* WHAT TO WORK ON:
Report how many lines in the data below hold "serif", with no other words.

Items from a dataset

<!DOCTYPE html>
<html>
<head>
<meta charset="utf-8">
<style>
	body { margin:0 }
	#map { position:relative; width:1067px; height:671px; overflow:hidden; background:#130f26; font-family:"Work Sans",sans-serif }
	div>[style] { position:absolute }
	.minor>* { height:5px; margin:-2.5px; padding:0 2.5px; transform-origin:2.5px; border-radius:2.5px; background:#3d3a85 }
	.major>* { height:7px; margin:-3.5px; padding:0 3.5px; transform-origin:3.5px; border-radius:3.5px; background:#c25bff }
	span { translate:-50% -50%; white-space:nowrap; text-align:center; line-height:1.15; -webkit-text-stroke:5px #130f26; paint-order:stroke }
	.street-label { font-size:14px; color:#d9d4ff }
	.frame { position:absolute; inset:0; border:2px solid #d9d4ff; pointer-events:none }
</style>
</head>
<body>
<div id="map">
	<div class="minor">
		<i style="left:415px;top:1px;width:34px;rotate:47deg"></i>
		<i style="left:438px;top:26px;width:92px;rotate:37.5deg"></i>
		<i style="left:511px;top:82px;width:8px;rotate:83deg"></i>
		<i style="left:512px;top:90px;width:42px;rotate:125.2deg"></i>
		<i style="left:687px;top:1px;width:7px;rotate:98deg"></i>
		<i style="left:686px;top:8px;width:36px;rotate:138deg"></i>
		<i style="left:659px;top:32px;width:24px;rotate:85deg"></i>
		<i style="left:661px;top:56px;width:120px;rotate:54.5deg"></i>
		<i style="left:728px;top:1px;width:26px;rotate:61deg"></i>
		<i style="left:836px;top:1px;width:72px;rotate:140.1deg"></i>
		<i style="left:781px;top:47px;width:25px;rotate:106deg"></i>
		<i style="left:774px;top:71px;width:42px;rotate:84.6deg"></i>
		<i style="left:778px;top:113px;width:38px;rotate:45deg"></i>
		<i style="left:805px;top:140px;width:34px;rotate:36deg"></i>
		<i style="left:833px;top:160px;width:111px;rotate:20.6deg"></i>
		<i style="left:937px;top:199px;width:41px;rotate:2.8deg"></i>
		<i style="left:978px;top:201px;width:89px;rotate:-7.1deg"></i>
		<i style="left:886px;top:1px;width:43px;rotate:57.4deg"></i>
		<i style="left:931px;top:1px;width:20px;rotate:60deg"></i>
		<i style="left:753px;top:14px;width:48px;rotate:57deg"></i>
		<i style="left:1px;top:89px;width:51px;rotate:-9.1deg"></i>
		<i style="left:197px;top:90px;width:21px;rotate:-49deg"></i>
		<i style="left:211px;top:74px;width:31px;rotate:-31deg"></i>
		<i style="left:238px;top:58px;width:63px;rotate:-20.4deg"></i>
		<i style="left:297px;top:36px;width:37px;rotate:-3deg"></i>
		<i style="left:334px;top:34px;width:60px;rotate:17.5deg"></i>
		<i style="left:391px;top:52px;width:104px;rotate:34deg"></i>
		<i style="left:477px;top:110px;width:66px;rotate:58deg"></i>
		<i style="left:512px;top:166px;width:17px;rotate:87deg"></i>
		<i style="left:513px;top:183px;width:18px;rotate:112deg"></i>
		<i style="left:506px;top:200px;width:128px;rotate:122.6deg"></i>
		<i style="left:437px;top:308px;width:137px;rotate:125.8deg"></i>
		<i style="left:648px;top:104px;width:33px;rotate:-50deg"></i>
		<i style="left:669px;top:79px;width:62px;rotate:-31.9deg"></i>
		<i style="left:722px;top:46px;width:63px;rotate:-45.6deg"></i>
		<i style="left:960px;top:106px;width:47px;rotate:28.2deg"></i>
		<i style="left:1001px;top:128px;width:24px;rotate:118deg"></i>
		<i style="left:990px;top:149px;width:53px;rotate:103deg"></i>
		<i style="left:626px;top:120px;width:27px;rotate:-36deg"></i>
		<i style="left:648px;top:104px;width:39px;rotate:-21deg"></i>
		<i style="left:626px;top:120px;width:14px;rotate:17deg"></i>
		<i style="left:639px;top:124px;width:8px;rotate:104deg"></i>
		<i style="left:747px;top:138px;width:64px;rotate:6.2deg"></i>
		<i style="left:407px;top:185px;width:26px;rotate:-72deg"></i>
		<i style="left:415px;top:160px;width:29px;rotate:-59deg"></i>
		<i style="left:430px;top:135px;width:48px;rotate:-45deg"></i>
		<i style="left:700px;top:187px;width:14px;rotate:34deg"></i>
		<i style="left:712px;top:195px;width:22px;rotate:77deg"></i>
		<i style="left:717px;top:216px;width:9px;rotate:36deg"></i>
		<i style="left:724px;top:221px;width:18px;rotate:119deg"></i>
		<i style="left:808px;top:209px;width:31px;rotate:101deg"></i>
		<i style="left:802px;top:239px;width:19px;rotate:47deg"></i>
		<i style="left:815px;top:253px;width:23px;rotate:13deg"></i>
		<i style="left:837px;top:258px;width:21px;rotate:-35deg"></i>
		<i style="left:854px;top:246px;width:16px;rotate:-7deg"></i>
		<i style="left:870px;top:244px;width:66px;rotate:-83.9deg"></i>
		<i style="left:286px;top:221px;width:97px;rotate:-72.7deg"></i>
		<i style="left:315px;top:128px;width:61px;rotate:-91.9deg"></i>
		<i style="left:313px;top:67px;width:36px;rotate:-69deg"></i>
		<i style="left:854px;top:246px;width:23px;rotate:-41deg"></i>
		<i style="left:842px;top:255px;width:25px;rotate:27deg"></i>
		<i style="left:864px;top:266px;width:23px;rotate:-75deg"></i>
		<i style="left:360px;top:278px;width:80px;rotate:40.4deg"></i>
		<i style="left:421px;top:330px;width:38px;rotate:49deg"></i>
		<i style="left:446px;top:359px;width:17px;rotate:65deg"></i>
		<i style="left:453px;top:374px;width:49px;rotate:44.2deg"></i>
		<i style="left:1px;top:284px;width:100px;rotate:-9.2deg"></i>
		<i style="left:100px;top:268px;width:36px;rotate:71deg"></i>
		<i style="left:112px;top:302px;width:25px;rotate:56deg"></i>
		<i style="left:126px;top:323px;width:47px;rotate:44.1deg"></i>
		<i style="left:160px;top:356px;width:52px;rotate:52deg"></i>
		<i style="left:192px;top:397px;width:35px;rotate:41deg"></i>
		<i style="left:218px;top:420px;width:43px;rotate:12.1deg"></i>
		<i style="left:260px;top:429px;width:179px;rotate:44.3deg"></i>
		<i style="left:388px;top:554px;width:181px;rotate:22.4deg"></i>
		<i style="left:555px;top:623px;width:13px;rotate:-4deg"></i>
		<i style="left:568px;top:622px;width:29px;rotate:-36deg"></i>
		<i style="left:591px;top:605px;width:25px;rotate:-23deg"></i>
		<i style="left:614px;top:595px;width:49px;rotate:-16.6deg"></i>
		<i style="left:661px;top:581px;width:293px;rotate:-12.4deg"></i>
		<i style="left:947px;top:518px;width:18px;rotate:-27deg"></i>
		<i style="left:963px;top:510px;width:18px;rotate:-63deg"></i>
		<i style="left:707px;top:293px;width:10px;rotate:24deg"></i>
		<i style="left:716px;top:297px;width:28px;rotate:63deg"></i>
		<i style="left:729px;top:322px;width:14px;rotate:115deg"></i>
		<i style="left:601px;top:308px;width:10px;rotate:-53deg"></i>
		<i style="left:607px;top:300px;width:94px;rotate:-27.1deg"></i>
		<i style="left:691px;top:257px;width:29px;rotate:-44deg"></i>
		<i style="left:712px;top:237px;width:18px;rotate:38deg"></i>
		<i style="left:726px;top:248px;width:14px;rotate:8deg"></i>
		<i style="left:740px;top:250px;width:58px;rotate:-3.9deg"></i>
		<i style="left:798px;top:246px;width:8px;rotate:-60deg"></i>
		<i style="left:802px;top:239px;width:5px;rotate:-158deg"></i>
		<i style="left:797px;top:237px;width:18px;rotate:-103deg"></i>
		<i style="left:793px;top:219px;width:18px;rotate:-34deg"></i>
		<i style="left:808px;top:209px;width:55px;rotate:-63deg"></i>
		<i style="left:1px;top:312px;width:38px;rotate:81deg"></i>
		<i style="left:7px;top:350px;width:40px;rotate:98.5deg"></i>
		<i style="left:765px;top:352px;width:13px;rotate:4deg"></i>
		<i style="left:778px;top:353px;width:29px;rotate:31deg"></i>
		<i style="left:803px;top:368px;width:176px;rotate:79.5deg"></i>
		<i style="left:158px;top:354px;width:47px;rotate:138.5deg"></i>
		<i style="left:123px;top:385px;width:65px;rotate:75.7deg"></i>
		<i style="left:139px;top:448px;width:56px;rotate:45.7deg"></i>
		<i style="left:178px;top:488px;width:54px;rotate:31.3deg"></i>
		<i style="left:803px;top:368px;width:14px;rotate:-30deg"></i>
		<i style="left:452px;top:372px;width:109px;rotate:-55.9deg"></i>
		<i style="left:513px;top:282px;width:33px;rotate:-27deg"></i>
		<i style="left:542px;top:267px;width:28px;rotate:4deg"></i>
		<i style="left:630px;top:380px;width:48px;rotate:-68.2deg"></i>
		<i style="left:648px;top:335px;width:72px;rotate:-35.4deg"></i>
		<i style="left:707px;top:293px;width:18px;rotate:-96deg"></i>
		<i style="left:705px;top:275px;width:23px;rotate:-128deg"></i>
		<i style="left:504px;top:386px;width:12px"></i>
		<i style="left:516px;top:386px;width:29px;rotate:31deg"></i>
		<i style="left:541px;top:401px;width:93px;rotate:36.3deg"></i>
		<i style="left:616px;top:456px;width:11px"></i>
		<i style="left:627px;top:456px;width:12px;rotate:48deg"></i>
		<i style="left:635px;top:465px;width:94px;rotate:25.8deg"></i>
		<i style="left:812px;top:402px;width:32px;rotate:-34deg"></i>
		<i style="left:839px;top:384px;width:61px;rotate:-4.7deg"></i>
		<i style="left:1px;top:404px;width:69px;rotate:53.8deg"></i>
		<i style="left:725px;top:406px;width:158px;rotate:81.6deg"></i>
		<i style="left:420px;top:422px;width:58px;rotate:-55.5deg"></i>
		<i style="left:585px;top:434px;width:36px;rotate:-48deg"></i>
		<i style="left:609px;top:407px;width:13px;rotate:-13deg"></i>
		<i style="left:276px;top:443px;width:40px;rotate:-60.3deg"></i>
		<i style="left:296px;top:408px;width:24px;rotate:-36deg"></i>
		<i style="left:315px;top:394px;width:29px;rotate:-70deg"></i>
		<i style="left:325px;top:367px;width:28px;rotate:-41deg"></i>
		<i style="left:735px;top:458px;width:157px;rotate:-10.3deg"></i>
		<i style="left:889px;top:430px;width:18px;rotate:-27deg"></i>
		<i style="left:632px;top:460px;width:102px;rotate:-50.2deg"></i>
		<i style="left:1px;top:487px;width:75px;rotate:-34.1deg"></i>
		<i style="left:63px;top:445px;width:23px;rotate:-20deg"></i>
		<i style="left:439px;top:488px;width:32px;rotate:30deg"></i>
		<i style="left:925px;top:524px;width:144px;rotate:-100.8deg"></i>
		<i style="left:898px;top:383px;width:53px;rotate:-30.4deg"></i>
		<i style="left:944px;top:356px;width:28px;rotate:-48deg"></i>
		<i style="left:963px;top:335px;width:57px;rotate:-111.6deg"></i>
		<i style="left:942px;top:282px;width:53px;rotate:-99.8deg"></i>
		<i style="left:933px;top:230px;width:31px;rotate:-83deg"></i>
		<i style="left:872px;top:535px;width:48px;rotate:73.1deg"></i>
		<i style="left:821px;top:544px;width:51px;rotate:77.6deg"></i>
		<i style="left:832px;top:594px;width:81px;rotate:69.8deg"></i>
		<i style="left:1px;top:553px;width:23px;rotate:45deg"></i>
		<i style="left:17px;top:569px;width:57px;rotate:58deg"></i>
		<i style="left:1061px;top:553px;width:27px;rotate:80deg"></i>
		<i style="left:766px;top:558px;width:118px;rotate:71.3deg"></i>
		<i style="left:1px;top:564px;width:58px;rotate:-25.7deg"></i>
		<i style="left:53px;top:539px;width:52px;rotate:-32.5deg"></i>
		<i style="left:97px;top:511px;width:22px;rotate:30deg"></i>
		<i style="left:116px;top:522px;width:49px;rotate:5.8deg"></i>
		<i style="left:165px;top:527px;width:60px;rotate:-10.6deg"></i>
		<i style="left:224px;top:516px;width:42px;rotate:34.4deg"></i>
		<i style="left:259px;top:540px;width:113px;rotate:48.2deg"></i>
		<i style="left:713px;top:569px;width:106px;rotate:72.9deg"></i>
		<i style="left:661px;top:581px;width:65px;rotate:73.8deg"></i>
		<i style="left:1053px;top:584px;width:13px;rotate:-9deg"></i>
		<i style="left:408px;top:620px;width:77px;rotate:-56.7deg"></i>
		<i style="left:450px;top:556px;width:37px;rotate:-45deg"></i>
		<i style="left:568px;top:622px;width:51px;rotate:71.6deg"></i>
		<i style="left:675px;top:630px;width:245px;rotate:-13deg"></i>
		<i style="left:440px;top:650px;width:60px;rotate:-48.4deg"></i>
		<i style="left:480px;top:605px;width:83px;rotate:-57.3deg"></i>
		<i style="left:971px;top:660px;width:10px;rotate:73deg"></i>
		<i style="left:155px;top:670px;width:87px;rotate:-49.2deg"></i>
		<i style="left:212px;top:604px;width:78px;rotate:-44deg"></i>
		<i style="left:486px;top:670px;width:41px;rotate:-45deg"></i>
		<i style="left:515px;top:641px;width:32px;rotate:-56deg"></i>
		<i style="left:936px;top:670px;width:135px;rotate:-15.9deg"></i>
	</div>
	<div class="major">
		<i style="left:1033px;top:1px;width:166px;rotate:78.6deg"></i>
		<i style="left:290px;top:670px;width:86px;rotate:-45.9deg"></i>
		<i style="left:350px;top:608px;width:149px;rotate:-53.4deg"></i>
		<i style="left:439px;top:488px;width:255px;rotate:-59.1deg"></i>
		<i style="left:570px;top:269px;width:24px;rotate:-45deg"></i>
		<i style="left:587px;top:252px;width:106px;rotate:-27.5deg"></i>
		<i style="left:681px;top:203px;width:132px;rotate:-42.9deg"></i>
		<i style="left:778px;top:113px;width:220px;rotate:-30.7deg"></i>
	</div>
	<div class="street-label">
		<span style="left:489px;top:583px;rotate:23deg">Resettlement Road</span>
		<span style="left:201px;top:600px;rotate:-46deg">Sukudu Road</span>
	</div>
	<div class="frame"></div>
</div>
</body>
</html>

...

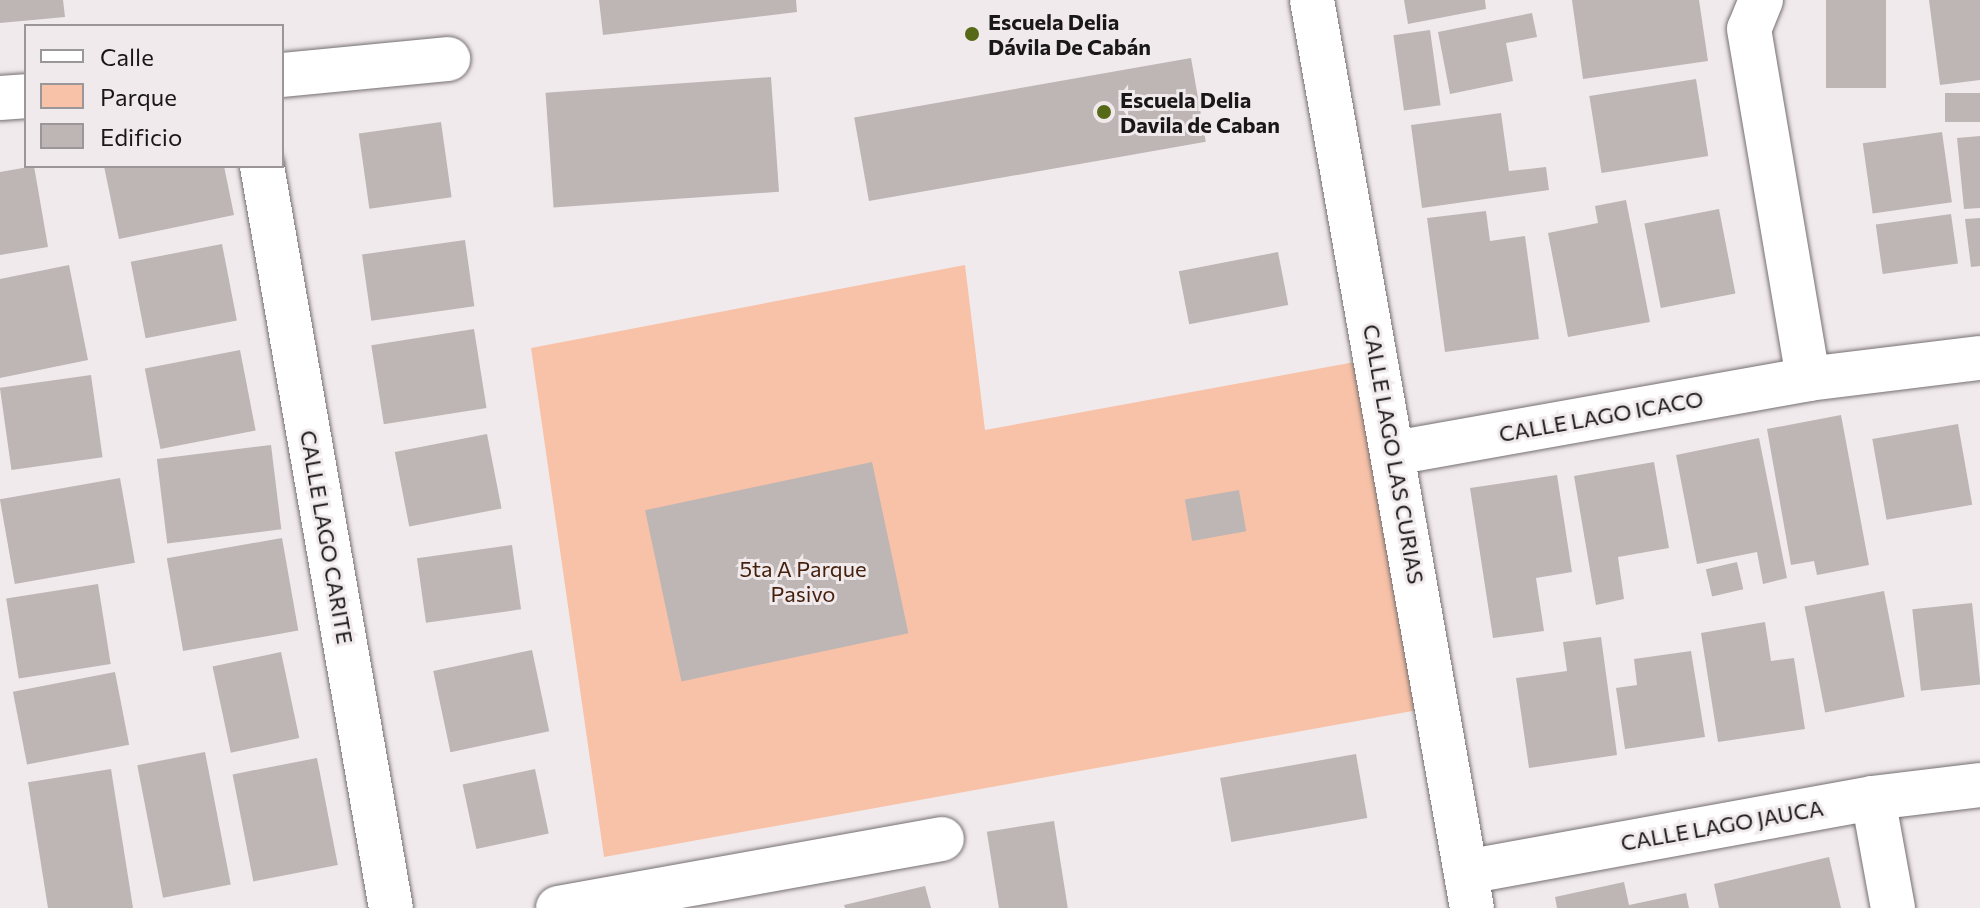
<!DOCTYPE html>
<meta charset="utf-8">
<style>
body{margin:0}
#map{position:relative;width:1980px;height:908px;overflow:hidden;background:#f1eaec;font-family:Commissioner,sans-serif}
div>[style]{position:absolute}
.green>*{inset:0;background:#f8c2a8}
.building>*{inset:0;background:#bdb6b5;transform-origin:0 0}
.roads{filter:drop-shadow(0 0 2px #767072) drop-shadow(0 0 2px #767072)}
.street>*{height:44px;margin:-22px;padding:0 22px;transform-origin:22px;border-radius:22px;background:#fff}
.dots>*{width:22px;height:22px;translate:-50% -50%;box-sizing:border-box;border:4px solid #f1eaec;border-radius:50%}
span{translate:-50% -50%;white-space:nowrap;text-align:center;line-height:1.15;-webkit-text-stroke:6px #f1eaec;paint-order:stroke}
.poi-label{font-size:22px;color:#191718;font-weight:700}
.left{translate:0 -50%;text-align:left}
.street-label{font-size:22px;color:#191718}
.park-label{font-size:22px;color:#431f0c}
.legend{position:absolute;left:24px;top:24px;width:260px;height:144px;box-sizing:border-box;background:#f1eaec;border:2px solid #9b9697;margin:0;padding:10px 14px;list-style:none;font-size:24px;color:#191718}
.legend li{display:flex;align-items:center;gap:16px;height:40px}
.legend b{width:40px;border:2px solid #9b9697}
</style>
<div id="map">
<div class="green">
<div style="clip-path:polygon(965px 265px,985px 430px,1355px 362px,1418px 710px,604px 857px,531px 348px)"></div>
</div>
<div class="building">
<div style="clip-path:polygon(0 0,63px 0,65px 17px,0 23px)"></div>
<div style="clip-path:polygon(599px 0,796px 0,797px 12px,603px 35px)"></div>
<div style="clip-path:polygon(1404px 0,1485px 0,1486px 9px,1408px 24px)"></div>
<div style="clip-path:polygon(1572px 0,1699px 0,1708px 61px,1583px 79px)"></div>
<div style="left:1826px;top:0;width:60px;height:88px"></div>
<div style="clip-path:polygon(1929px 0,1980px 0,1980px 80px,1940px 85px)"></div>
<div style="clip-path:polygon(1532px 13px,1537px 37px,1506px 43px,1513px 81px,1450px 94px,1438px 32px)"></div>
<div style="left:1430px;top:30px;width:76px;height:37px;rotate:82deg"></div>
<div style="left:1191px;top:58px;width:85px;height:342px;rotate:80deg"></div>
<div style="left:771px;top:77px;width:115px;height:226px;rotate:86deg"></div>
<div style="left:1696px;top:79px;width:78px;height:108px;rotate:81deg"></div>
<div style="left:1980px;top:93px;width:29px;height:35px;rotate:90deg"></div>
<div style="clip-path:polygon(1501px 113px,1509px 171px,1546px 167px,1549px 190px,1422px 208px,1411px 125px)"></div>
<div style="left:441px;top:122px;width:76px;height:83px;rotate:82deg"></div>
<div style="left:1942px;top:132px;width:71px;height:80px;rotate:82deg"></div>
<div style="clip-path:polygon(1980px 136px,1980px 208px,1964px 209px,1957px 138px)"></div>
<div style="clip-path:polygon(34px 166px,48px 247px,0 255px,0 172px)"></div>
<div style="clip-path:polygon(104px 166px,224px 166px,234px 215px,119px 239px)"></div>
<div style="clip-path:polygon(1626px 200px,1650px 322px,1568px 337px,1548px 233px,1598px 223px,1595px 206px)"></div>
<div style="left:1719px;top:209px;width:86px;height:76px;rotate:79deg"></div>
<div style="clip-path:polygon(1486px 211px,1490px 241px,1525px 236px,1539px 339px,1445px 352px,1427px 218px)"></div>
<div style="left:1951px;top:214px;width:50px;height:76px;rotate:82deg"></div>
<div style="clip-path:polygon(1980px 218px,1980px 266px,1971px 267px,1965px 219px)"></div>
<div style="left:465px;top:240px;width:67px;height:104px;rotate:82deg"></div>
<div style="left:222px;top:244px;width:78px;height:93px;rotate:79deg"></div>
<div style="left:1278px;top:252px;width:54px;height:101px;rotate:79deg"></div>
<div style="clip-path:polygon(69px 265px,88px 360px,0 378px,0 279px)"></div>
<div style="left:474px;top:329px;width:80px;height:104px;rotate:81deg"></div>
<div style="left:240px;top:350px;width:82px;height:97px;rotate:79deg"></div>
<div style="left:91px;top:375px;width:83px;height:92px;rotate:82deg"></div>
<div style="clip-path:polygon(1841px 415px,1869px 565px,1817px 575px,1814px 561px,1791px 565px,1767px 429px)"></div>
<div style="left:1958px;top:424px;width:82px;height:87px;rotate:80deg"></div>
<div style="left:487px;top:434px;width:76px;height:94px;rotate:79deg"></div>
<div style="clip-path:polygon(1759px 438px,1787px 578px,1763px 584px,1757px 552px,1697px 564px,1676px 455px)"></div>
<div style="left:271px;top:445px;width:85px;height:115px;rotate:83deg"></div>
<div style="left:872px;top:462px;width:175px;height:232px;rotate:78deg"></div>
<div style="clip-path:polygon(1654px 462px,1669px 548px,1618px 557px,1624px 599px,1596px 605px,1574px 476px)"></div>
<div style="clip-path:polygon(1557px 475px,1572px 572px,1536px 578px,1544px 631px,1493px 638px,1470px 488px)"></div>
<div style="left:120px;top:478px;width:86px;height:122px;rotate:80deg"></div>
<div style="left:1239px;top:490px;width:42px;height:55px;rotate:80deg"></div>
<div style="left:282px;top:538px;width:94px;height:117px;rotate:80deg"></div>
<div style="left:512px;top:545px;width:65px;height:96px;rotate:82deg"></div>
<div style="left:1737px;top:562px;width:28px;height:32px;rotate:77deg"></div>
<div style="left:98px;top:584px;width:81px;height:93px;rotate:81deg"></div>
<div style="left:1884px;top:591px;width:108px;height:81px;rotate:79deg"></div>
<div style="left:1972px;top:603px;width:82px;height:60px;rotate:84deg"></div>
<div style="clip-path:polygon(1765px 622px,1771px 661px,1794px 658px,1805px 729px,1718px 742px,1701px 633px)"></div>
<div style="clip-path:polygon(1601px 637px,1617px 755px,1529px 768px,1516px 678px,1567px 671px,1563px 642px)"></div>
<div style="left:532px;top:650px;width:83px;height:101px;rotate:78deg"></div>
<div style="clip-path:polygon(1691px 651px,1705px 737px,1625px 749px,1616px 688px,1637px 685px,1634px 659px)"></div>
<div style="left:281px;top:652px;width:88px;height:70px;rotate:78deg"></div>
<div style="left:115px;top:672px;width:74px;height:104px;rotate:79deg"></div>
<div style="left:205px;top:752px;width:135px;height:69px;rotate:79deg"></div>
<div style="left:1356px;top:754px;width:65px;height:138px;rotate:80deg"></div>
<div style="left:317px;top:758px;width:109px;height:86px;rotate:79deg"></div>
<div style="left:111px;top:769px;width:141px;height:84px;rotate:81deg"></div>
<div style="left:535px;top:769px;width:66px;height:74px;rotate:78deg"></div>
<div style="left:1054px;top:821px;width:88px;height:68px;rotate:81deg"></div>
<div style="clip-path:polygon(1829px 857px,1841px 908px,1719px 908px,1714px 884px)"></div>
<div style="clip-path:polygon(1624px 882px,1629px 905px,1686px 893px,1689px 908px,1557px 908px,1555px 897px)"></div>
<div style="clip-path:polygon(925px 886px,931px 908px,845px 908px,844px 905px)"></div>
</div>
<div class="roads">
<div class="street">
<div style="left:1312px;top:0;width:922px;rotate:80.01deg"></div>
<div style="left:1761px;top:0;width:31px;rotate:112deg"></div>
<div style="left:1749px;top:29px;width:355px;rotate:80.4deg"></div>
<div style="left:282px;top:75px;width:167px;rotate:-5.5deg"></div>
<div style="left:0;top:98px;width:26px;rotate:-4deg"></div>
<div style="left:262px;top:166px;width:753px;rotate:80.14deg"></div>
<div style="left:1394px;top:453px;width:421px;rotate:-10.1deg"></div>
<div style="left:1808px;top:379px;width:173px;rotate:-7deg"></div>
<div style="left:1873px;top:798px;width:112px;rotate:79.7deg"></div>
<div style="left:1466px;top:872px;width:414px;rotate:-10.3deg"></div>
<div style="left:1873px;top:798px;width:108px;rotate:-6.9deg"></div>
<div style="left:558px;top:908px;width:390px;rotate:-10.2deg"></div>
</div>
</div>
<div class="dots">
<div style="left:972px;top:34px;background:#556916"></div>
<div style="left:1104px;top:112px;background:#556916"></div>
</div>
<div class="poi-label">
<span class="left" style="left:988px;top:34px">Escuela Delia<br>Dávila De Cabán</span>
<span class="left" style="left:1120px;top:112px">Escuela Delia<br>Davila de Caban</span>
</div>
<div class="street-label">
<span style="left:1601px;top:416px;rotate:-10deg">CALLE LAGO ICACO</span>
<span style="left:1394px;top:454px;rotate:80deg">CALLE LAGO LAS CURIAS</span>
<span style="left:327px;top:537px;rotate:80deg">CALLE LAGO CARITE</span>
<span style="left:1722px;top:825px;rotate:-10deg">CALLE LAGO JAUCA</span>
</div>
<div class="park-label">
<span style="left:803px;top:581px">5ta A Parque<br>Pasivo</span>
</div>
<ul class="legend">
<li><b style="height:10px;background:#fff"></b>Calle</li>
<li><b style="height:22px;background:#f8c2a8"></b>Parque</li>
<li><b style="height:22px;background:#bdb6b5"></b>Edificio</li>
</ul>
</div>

* YOUR SOLUTION:
2